Jean-Pierre Duprey, comme Gilberte Dallas, Jean-Philippe Salabreuil ou Armand Robin, déjà présents dans La Pierre et le Sel, fait partie de la cohorte des poètes que Pierre Seghers réunissait en 1972 sous l’appellation de Poètes maudits d’aujourd’hui. Maudits ? Si l’ouvrage de Seghers a le mérite de mettre en avant des auteurs parfois mésestimés et certainement sous-estimés, il faut se demander en quoi les poètes qui se suicident ou finissent dans la misère sont plus emblématiques des difficultés à vivre que le reste de la population. Foin de la polémique ! Tel n’est pas mon but. Et ce qui prime est la langue de ces auteurs qui, toujours, nous interpellent, nous bousculent, nous interrogent.

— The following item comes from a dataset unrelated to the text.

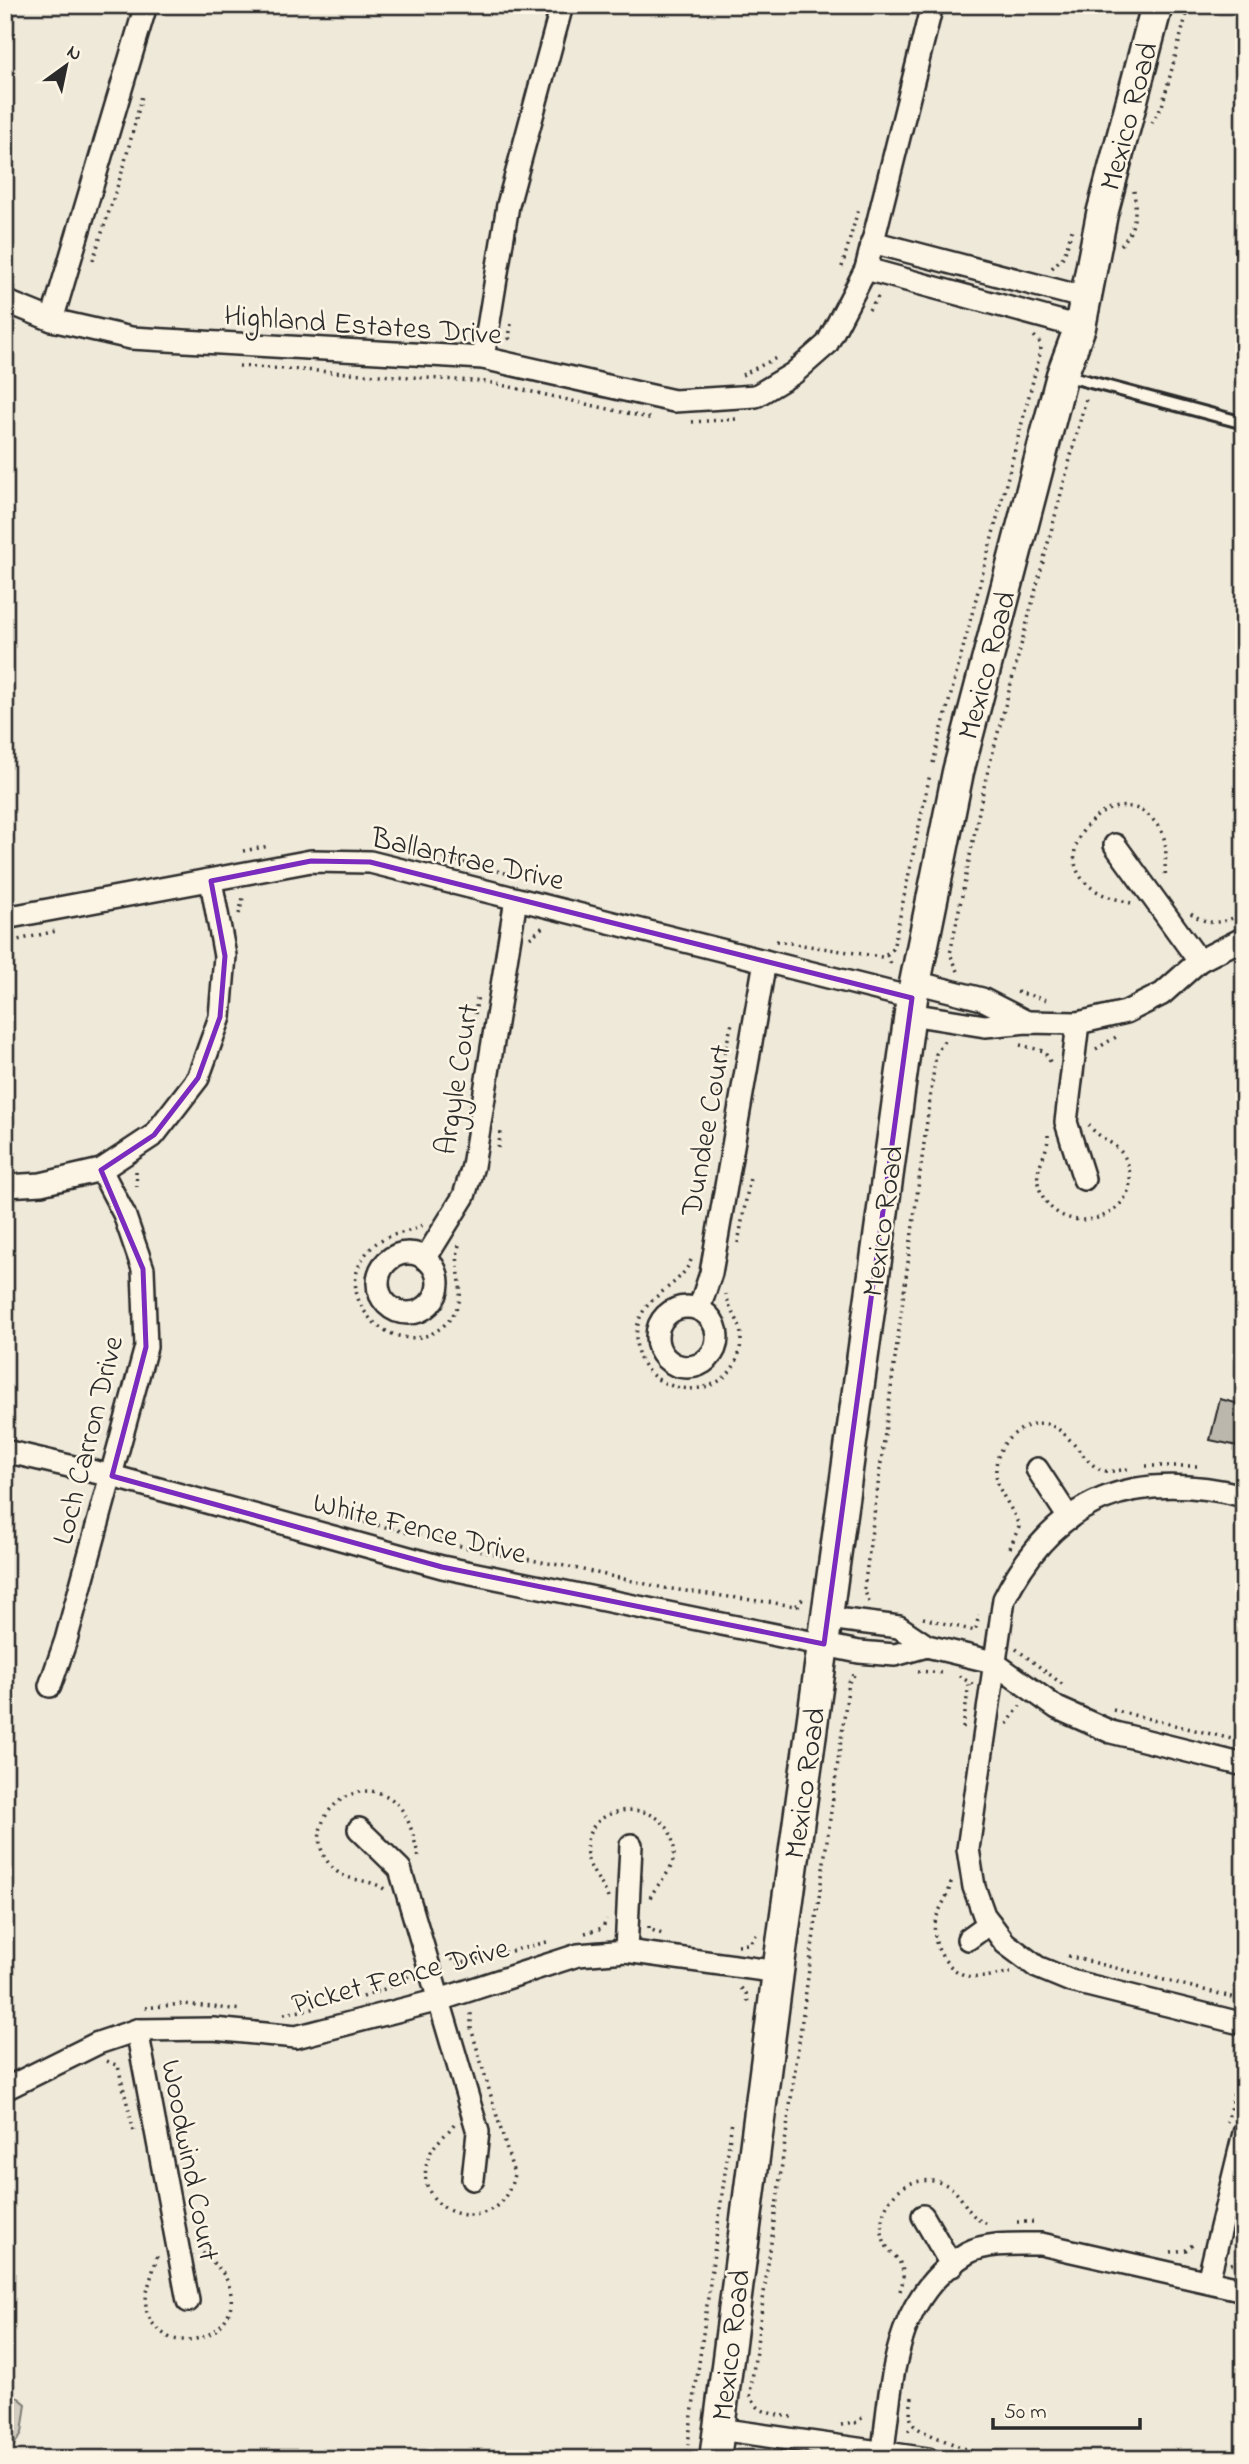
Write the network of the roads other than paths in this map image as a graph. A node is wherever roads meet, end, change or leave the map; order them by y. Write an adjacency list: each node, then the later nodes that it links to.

L’existence de Jean-Pierre Duprey s’inscrit dans vingt-neuf années, de sa naissance à Rouen en 1930 à son suicide en 1959 à Paris. Elle est traversée par l’écriture de trois recueils, de longs silences en poésie quand il se livre à la sculpture du métal et à la peinture, une proximité avec les surréalistes et la caution admirative d’André Breton qui lui écrivait : « Vous êtes certainement un grand poète, doublé de quelqu’un d’autre qui m’intrigue. » C’est à ce même André Breton qu’il fait adresser son dernier recueil quelques instants avant de se pendre.
La brièveté de cette vie n’enlève rien à sa fulgurance. Si Jean-Pierre Duprey, à l’instar des autres auteurs réunis par Seghers, est méconnu du public, il n’en reste pas moins une voix qui a fidélisé des amitiés, celle d’Alain Jouffroy en fait témoignage, a marqué les générations qui ont suivi et dont l’écho se poursuit aujourd’hui.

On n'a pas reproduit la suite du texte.